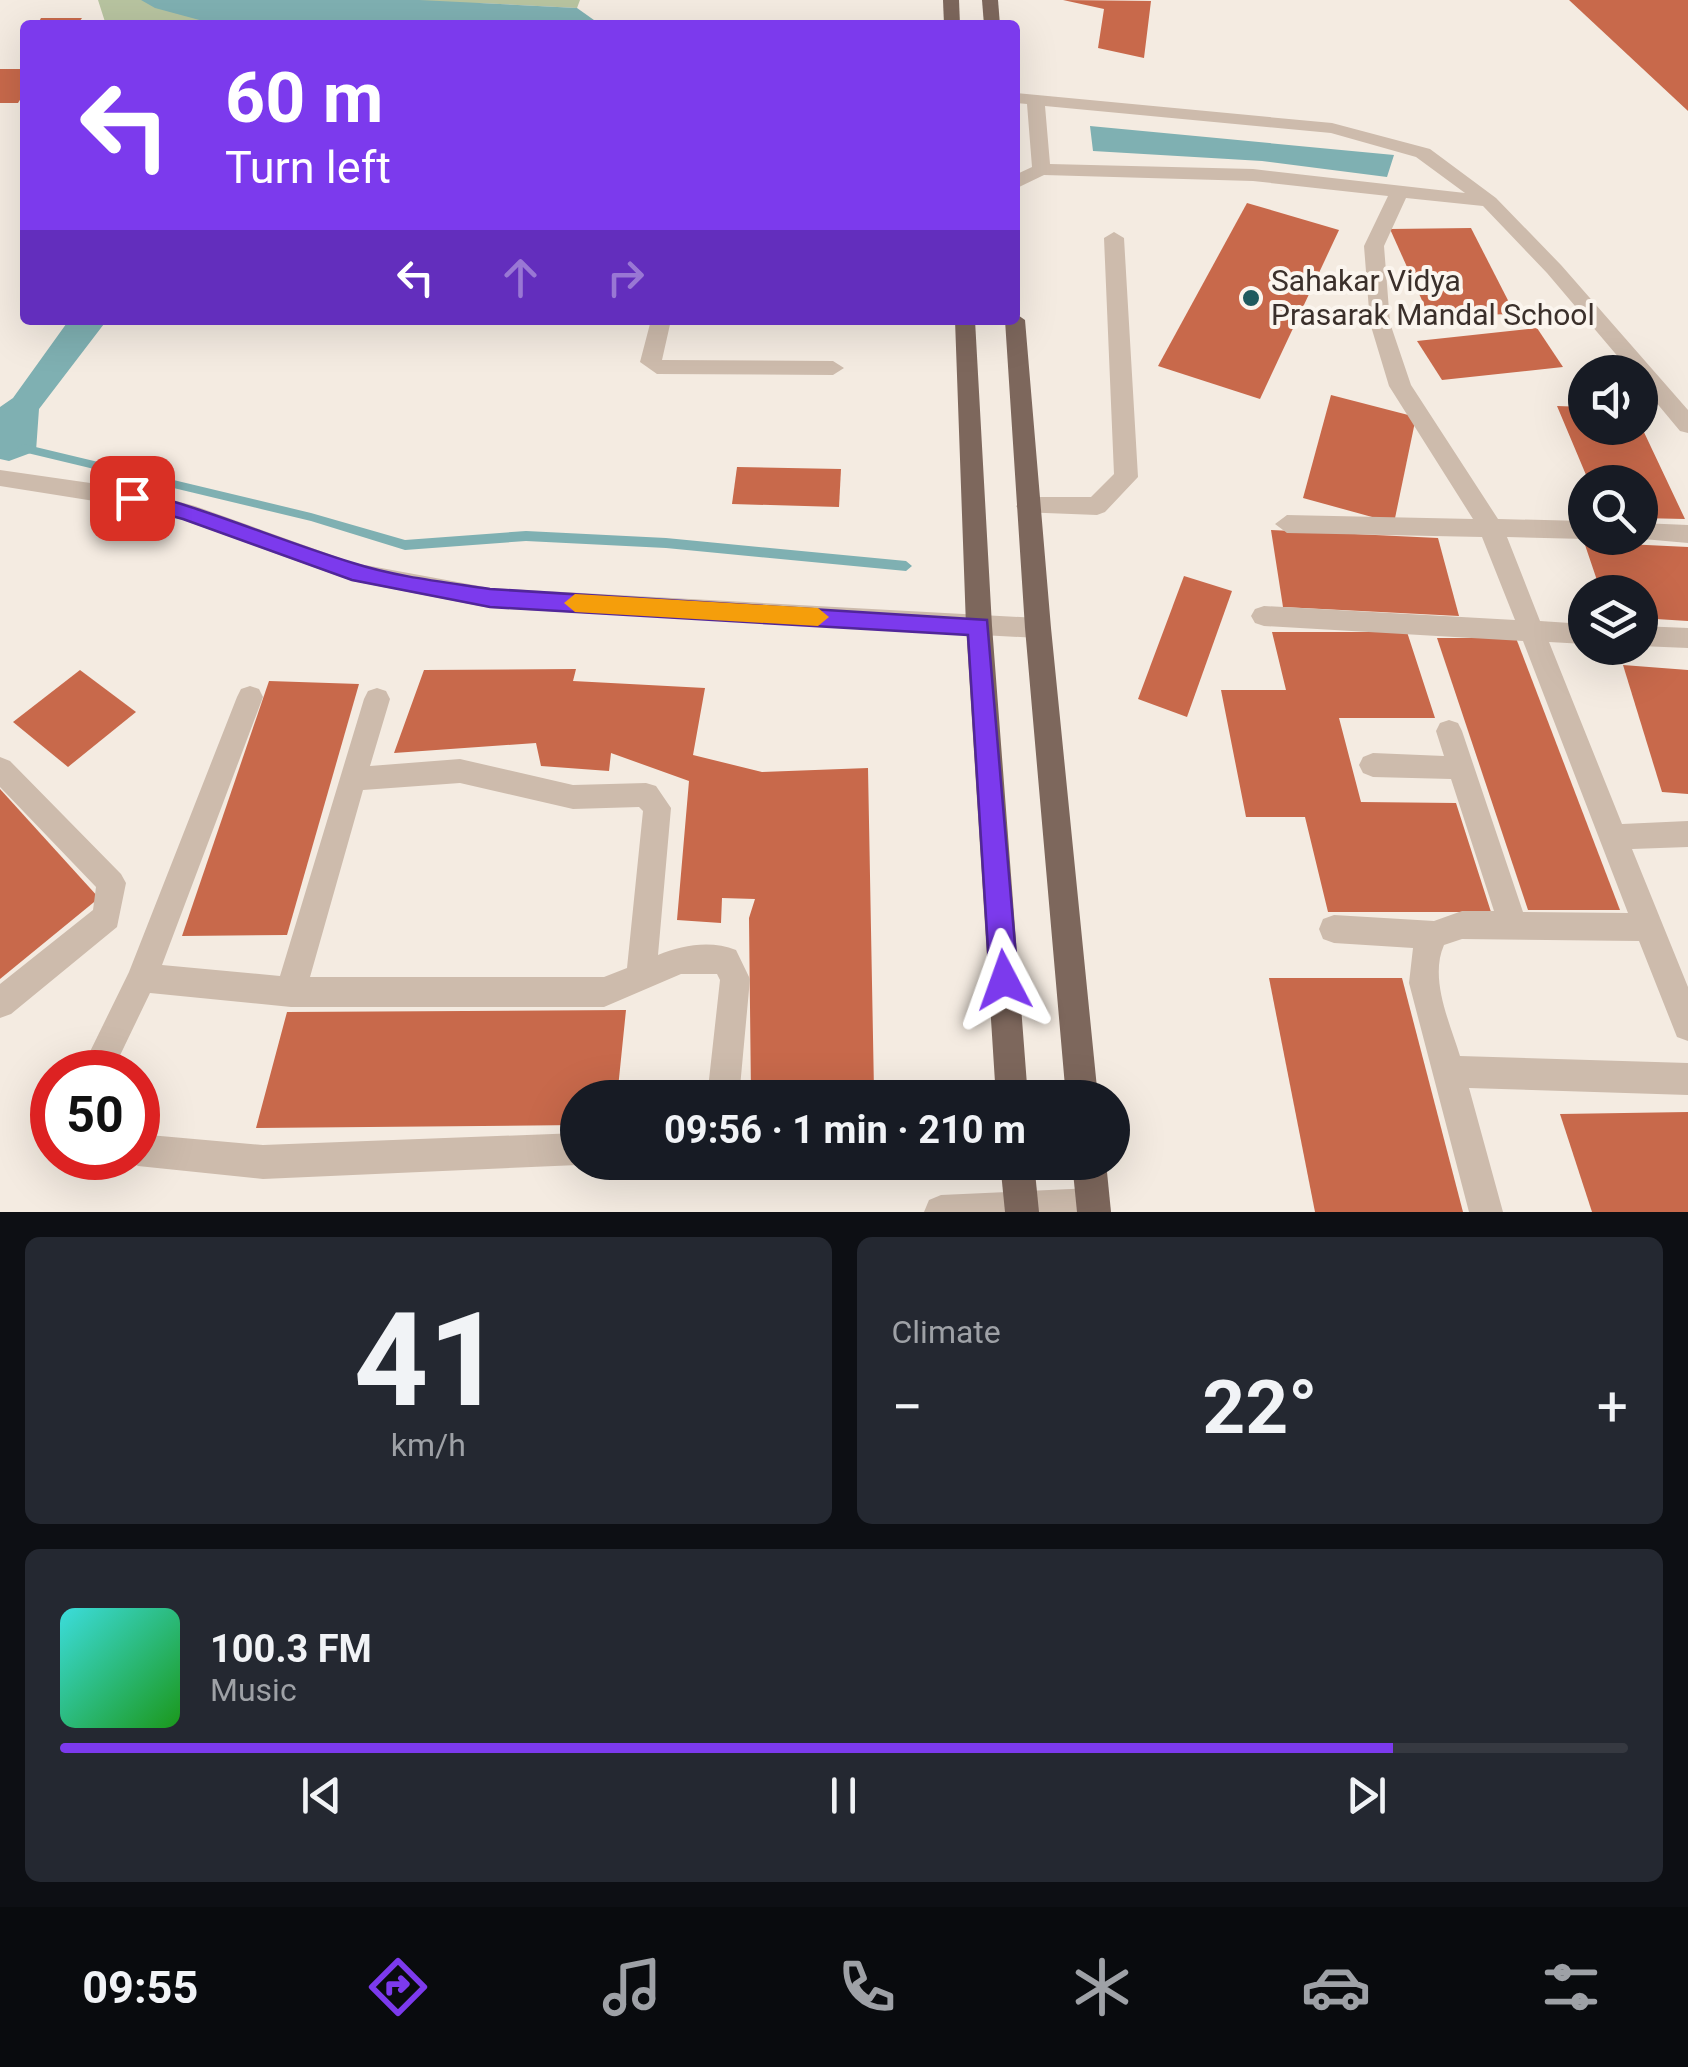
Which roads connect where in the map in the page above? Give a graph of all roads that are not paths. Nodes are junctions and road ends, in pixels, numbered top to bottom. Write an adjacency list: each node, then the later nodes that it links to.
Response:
1 (1020, 99): 2 (street)
2 (1036, 101): 3 (street); 6 (street)
3 (1041, 169): 4 (street); 5 (street)
4 (1020, 180)
5 (1401, 189): 6 (street); 16 (street)
6 (1489, 202): 12 (street)
7 (1114, 238): 14 (street)
8 (660, 325): 11 (street)
9 (965, 325): 21 (main road)
10 (1015, 325): 14 (main road)
11 (832, 368)
12 (1688, 426)
13 (0, 478): 21 (street)
14 (1028, 506): 22 (main road)
15 (1288, 524): 16 (street)
16 (1490, 526): 17 (street); 23 (street)
17 (1568, 529)
18 (1658, 533): 19 (street)
19 (1688, 534)
20 (1264, 616): 23 (street)
21 (979, 626): 22 (street); 48 (main road)
22 (1038, 628): 49 (main road)
23 (1532, 632): 24 (street); 35 (street)
24 (1568, 633)
25 (1658, 637): 26 (street)
26 (1688, 638)
27 (250, 697): 41 (street)
28 (377, 699): 33 (street)
29 (1449, 731): 31 (street)
30 (1373, 764): 31 (street)
31 (1460, 768): 36 (street)
32 (0, 769): 43 (street)
33 (352, 778): 40 (street); 42 (street)
34 (1688, 834): 35 (street)
35 (1614, 837): 37 (street)
36 (1512, 925): 37 (street); 39 (street)
37 (1649, 928): 44 (street)
38 (1334, 929): 39 (street)
39 (1434, 935): 46 (street)
40 (640, 977): 42 (street); 47 (street)
41 (142, 978): 42 (street); 45 (street)
42 (291, 992)
43 (0, 1003)
44 (1688, 1026)
45 (107, 1050)
46 (1448, 1072): 50 (street); 58 (street)
47 (725, 1080)
48 (1011, 1080)
49 (1080, 1080)
50 (1688, 1080)
51 (560, 1150): 52 (street)
52 (160, 1152)
53 (1019, 1180): 56 (main road)
54 (1091, 1180): 55 (main road)
55 (1093, 1208): 56 (street)
56 (1022, 1210): 57 (street)
57 (941, 1212)
58 (1486, 1212)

.....

▶ Task objective
This exercise calls for a verbatim output of the entries, pictures omitted.

▶ Answer for the task
Which roads connect where in the map in the page above? Give a graph of all roads that are not paths. Nodes are junctions and road ends, in pixels, numbered top to bottom. Write an adjacency list: each node, then the later nodes that it links to.
Response:
1 (1020, 99): 2 (street)
2 (1036, 101): 3 (street); 6 (street)
3 (1041, 169): 4 (street); 5 (street)
4 (1020, 180)
5 (1401, 189): 6 (street); 16 (street)
6 (1489, 202): 12 (street)
7 (1114, 238): 14 (street)
8 (660, 325): 11 (street)
9 (965, 325): 21 (main road)
10 (1015, 325): 14 (main road)
11 (832, 368)
12 (1688, 426)
13 (0, 478): 21 (street)
14 (1028, 506): 22 (main road)
15 (1288, 524): 16 (street)
16 (1490, 526): 17 (street); 23 (street)
17 (1568, 529)
18 (1658, 533): 19 (street)
19 (1688, 534)
20 (1264, 616): 23 (street)
21 (979, 626): 22 (street); 48 (main road)
22 (1038, 628): 49 (main road)
23 (1532, 632): 24 (street); 35 (street)
24 (1568, 633)
25 (1658, 637): 26 (street)
26 (1688, 638)
27 (250, 697): 41 (street)
28 (377, 699): 33 (street)
29 (1449, 731): 31 (street)
30 (1373, 764): 31 (street)
31 (1460, 768): 36 (street)
32 (0, 769): 43 (street)
33 (352, 778): 40 (street); 42 (street)
34 (1688, 834): 35 (street)
35 (1614, 837): 37 (street)
36 (1512, 925): 37 (street); 39 (street)
37 (1649, 928): 44 (street)
38 (1334, 929): 39 (street)
39 (1434, 935): 46 (street)
40 (640, 977): 42 (street); 47 (street)
41 (142, 978): 42 (street); 45 (street)
42 (291, 992)
43 (0, 1003)
44 (1688, 1026)
45 (107, 1050)
46 (1448, 1072): 50 (street); 58 (street)
47 (725, 1080)
48 (1011, 1080)
49 (1080, 1080)
50 (1688, 1080)
51 (560, 1150): 52 (street)
52 (160, 1152)
53 (1019, 1180): 56 (main road)
54 (1091, 1180): 55 (main road)
55 (1093, 1208): 56 (street)
56 (1022, 1210): 57 (street)
57 (941, 1212)
58 (1486, 1212)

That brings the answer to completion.